Check each line of the data for "улица" and select those that have it.

Segment Open

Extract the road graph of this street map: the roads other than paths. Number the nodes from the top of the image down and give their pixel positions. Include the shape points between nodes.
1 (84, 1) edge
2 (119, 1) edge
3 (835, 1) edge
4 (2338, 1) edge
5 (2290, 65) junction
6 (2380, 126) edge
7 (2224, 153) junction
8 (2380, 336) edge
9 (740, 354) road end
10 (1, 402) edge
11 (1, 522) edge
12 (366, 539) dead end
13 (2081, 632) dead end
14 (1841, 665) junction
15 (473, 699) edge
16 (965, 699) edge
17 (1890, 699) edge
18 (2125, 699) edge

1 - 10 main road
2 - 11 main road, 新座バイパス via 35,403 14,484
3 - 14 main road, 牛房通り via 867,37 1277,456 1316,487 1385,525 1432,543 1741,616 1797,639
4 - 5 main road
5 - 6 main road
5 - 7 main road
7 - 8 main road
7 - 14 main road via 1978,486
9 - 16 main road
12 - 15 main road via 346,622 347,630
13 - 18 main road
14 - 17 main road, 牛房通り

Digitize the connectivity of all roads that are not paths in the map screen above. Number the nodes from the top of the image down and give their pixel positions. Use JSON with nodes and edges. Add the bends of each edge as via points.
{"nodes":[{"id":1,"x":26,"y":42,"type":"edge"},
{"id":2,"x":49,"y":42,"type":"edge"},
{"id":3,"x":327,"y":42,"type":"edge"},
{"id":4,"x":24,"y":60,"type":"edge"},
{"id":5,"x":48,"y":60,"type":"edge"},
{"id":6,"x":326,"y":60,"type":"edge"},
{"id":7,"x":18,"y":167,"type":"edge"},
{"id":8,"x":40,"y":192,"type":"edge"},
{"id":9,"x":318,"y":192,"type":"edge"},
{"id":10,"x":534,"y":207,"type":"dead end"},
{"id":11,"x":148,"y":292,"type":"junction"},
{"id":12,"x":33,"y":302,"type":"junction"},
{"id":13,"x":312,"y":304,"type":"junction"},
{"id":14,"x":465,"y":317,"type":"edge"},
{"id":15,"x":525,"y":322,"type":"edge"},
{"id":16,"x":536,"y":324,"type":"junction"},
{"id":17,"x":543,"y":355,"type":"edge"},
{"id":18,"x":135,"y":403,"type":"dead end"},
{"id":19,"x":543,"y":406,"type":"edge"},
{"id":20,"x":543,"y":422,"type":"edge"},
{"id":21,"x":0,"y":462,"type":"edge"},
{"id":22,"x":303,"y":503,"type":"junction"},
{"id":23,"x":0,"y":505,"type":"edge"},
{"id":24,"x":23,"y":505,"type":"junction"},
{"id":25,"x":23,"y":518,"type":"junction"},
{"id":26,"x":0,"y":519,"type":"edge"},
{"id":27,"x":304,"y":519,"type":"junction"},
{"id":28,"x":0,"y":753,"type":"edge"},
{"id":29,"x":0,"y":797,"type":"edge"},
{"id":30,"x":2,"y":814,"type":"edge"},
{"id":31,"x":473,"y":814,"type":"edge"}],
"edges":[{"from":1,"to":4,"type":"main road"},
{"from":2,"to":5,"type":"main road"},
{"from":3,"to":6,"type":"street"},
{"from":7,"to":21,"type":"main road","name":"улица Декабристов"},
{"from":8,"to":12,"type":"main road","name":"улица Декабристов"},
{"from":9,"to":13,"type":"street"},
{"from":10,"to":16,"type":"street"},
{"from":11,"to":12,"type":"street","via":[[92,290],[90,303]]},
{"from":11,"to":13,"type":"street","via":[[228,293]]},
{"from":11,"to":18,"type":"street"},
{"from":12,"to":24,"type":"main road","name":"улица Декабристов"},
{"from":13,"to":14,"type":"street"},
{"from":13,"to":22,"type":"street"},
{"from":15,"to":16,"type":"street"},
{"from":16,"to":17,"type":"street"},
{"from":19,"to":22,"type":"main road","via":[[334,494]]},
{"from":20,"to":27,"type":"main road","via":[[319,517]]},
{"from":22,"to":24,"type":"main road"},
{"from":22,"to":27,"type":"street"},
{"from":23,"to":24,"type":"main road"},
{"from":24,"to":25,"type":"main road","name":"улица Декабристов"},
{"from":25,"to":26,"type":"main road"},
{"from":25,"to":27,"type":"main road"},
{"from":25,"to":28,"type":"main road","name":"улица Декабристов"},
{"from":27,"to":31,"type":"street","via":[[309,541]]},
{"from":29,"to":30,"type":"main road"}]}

Segment Closed

Task response |
{"from":7,"to":21,"type":"main road","name":"улица Декабристов"},
{"from":8,"to":12,"type":"main road","name":"улица Декабристов"},
{"from":12,"to":24,"type":"main road","name":"улица Декабристов"},
{"from":24,"to":25,"type":"main road","name":"улица Декабристов"},
{"from":25,"to":28,"type":"main road","name":"улица Декабристов"},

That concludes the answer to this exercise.